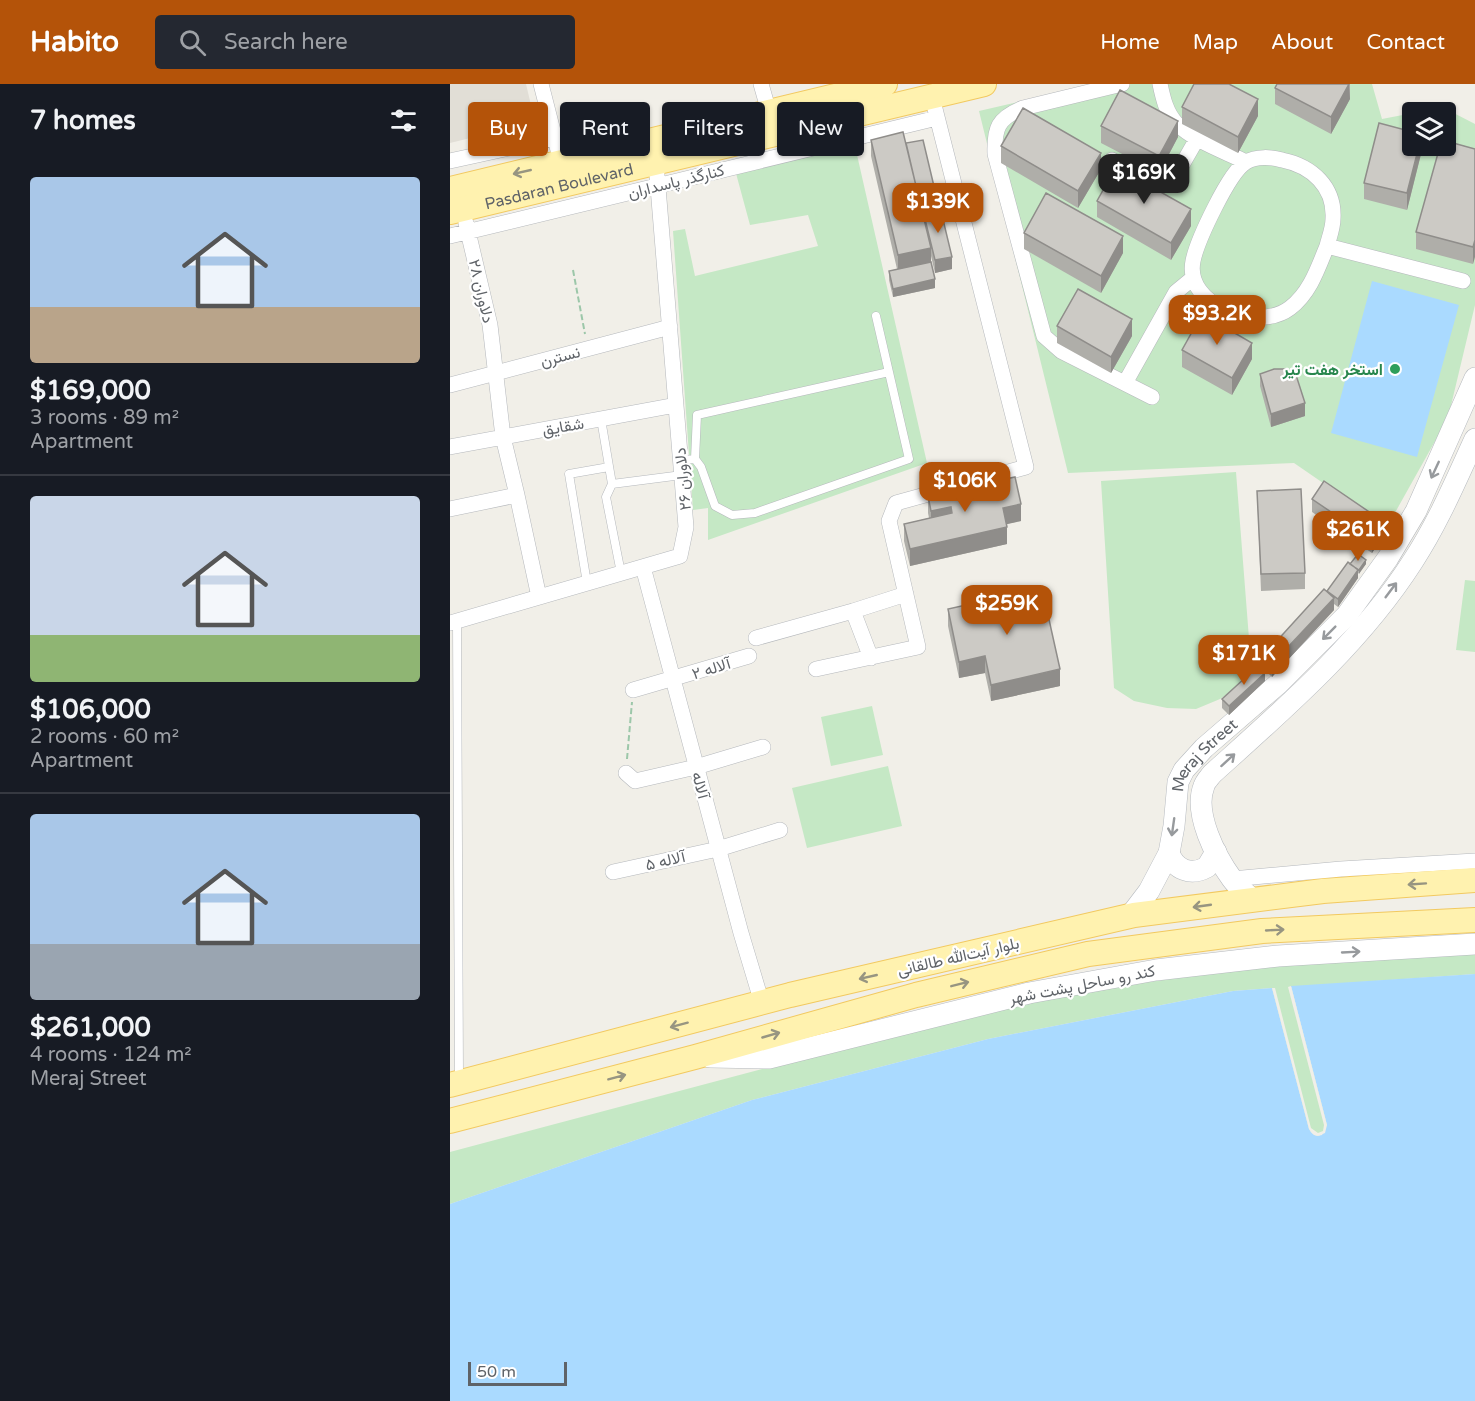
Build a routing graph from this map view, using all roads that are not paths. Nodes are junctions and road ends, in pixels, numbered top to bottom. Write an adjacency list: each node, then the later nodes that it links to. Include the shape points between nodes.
1 (541, 84): 10 (street)
2 (761, 84): 8 (street)
3 (885, 84): 8 (main road, Pasdaran Boulevard)
4 (984, 84): 7 (main road, Pasdaran Boulevard)
5 (1122, 84): 27 (street, via 1008,114 994,137 995,154 1044,336 1061,351)
6 (1160, 84): 9 (street, via 1176,123)
7 (934, 107): 15 (main road, Pasdaran Boulevard); 44 (street, via 1026,467 896,503 889,521)
8 (769, 112): 13 (main road, Pasdaran Boulevard)
9 (1198, 137): 11 (street, via 1175,177 1166,185 1152,182); 14 (street)
10 (555, 138): 12 (street); 13 (street)
11 (1112, 160)
12 (450, 161)
13 (561, 162): 16 (main road, Pasdaran Boulevard, one-way to 16)
14 (1246, 162): 19 (street, via 1279,159 1312,170 1332,203); 20 (street, via 1226,188 1198,244 1192,264)
15 (657, 174): 17 (main road, Pasdaran Boulevard); 23 (street, دلاوران ۲۶)
16 (450, 189)
17 (460, 218): 18 (street); 25 (street, دلاوران ۲۸, via 490,325)
18 (450, 236)
19 (1327, 246): 20 (street, via 1303,296 1289,309 1272,316 1240,317 1201,293); 21 (street)
20 (1193, 278): 27 (street, via 1176,292)
21 (1463, 281)
22 (876, 316): 24 (lane)
23 (670, 327): 25 (street, نسترن); 30 (street, دلاوران ۲۶)
24 (889, 372): 36 (lane, via 697,415); 36 (lane, via 909,459 755,513 732,515 715,506 701,467)
25 (497, 373): 28 (street, نسترن); 33 (street, دلاوران ۲۸)
26 (1475, 378): 32 (street, Meraj Street)
27 (1125, 383): 29 (street)
28 (450, 385)
29 (1152, 396)
30 (676, 405): 31 (street, شقایق); 36 (street, دلاوران ۲۶)
31 (601, 419): 33 (street, شقایق); 37 (lane)
32 (1453, 431): 34 (street); 60 (street, Meraj Street, one-way to 60, via 1410,520 1347,615 1184,770 1178,782)
33 (503, 437): 35 (street, شقایق); 39 (street, دلاوران ۲۸)
34 (1474, 440): 59 (street, Meraj Street, one-way to 34, via 1204,822 1204,785 1361,631 1413,561)
35 (450, 447)
36 (686, 465): 38 (lane); 41 (street, دلاوران ۲۶, via 687,527 680,556)
37 (609, 467): 38 (lane); 43 (lane, via 569,474)
38 (612, 484): 42 (lane, via 606,497)
39 (517, 495): 40 (street); 45 (street, دلاوران ۲۸)
40 (450, 509)
41 (643, 567): 42 (street, دلاوران ۲۶); 52 (street, آلاله)
42 (621, 573): 43 (street, دلاوران ۲۶)
43 (587, 583): 45 (street, دلاوران ۲۶)
44 (906, 594): 46 (street); 50 (street, via 918,647)
45 (538, 597): 47 (street, دلاوران ۲۶)
46 (853, 611): 48 (street); 50 (street)
47 (453, 622): 73 (lane)
48 (756, 638)
49 (749, 656): 52 (street, آلاله ۲)
50 (871, 658): 51 (street)
51 (816, 669)
52 (673, 680): 53 (street, آلاله ۲); 55 (street, آلاله)
53 (633, 690)
54 (763, 747): 55 (street)
55 (696, 767): 56 (street, via 635,781); 58 (street, آلاله)
56 (626, 773)
57 (780, 830): 58 (street, آلاله ۵)
58 (718, 849): 62 (street, آلاله ۵); 69 (street, آلاله)
59 (1216, 852): 60 (street, via 1207,867 1196,872 1179,867); 63 (street, Meraj Street)
60 (1169, 853): 66 (street, Meraj Street)
61 (1475, 861): 63 (street)
62 (613, 872)
63 (1232, 879): 65 (street, Meraj Street)
64 (1475, 880): 65 (main road, بلوار آیت‌الله طالقانی, one-way to 65)
65 (1252, 899): 66 (main road, بلوار آیت‌الله طالقانی, one-way to 66)
66 (1130, 916): 69 (main road, بلوار آیت‌الله طالقانی, one-way to 69)
67 (1475, 920): 71 (main road, one-way to 67, via 916,995 1088,954 1262,931)
68 (1475, 944): 71 (street, کند رو ساحل پشت شهر, one-way to 68, via 769,1058 1029,993 1156,970 1278,956)
69 (762, 1003): 70 (main road, بلوار آیت‌الله طالقانی, one-way to 70)
70 (566, 1056): 72 (main road, بلوار آیت‌الله طالقانی); 74 (main road, via 552,1065 552,1081 558,1087)
71 (695, 1056): 74 (main road, one-way to 71)
72 (488, 1076): 73 (main road, بلوار آیت‌الله طالقانی); 75 (main road, via 504,1085 504,1102)
73 (454, 1084)
74 (574, 1088): 75 (main road)
75 (499, 1108): 76 (main road)
76 (450, 1121)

════

Exercise description
Would you transcribe all of the data exactly, apart from its pictures?

Answer for this exercise
Build a routing graph from this map view, using all roads that are not paths. Nodes are junctions and road ends, in pixels, numbered top to bottom. Write an adjacency list: each node, then the later nodes that it links to. Include the shape points between nodes.
1 (541, 84): 10 (street)
2 (761, 84): 8 (street)
3 (885, 84): 8 (main road, Pasdaran Boulevard)
4 (984, 84): 7 (main road, Pasdaran Boulevard)
5 (1122, 84): 27 (street, via 1008,114 994,137 995,154 1044,336 1061,351)
6 (1160, 84): 9 (street, via 1176,123)
7 (934, 107): 15 (main road, Pasdaran Boulevard); 44 (street, via 1026,467 896,503 889,521)
8 (769, 112): 13 (main road, Pasdaran Boulevard)
9 (1198, 137): 11 (street, via 1175,177 1166,185 1152,182); 14 (street)
10 (555, 138): 12 (street); 13 (street)
11 (1112, 160)
12 (450, 161)
13 (561, 162): 16 (main road, Pasdaran Boulevard, one-way to 16)
14 (1246, 162): 19 (street, via 1279,159 1312,170 1332,203); 20 (street, via 1226,188 1198,244 1192,264)
15 (657, 174): 17 (main road, Pasdaran Boulevard); 23 (street, دلاوران ۲۶)
16 (450, 189)
17 (460, 218): 18 (street); 25 (street, دلاوران ۲۸, via 490,325)
18 (450, 236)
19 (1327, 246): 20 (street, via 1303,296 1289,309 1272,316 1240,317 1201,293); 21 (street)
20 (1193, 278): 27 (street, via 1176,292)
21 (1463, 281)
22 (876, 316): 24 (lane)
23 (670, 327): 25 (street, نسترن); 30 (street, دلاوران ۲۶)
24 (889, 372): 36 (lane, via 697,415); 36 (lane, via 909,459 755,513 732,515 715,506 701,467)
25 (497, 373): 28 (street, نسترن); 33 (street, دلاوران ۲۸)
26 (1475, 378): 32 (street, Meraj Street)
27 (1125, 383): 29 (street)
28 (450, 385)
29 (1152, 396)
30 (676, 405): 31 (street, شقایق); 36 (street, دلاوران ۲۶)
31 (601, 419): 33 (street, شقایق); 37 (lane)
32 (1453, 431): 34 (street); 60 (street, Meraj Street, one-way to 60, via 1410,520 1347,615 1184,770 1178,782)
33 (503, 437): 35 (street, شقایق); 39 (street, دلاوران ۲۸)
34 (1474, 440): 59 (street, Meraj Street, one-way to 34, via 1204,822 1204,785 1361,631 1413,561)
35 (450, 447)
36 (686, 465): 38 (lane); 41 (street, دلاوران ۲۶, via 687,527 680,556)
37 (609, 467): 38 (lane); 43 (lane, via 569,474)
38 (612, 484): 42 (lane, via 606,497)
39 (517, 495): 40 (street); 45 (street, دلاوران ۲۸)
40 (450, 509)
41 (643, 567): 42 (street, دلاوران ۲۶); 52 (street, آلاله)
42 (621, 573): 43 (street, دلاوران ۲۶)
43 (587, 583): 45 (street, دلاوران ۲۶)
44 (906, 594): 46 (street); 50 (street, via 918,647)
45 (538, 597): 47 (street, دلاوران ۲۶)
46 (853, 611): 48 (street); 50 (street)
47 (453, 622): 73 (lane)
48 (756, 638)
49 (749, 656): 52 (street, آلاله ۲)
50 (871, 658): 51 (street)
51 (816, 669)
52 (673, 680): 53 (street, آلاله ۲); 55 (street, آلاله)
53 (633, 690)
54 (763, 747): 55 (street)
55 (696, 767): 56 (street, via 635,781); 58 (street, آلاله)
56 (626, 773)
57 (780, 830): 58 (street, آلاله ۵)
58 (718, 849): 62 (street, آلاله ۵); 69 (street, آلاله)
59 (1216, 852): 60 (street, via 1207,867 1196,872 1179,867); 63 (street, Meraj Street)
60 (1169, 853): 66 (street, Meraj Street)
61 (1475, 861): 63 (street)
62 (613, 872)
63 (1232, 879): 65 (street, Meraj Street)
64 (1475, 880): 65 (main road, بلوار آیت‌الله طالقانی, one-way to 65)
65 (1252, 899): 66 (main road, بلوار آیت‌الله طالقانی, one-way to 66)
66 (1130, 916): 69 (main road, بلوار آیت‌الله طالقانی, one-way to 69)
67 (1475, 920): 71 (main road, one-way to 67, via 916,995 1088,954 1262,931)
68 (1475, 944): 71 (street, کند رو ساحل پشت شهر, one-way to 68, via 769,1058 1029,993 1156,970 1278,956)
69 (762, 1003): 70 (main road, بلوار آیت‌الله طالقانی, one-way to 70)
70 (566, 1056): 72 (main road, بلوار آیت‌الله طالقانی); 74 (main road, via 552,1065 552,1081 558,1087)
71 (695, 1056): 74 (main road, one-way to 71)
72 (488, 1076): 73 (main road, بلوار آیت‌الله طالقانی); 75 (main road, via 504,1085 504,1102)
73 (454, 1084)
74 (574, 1088): 75 (main road)
75 (499, 1108): 76 (main road)
76 (450, 1121)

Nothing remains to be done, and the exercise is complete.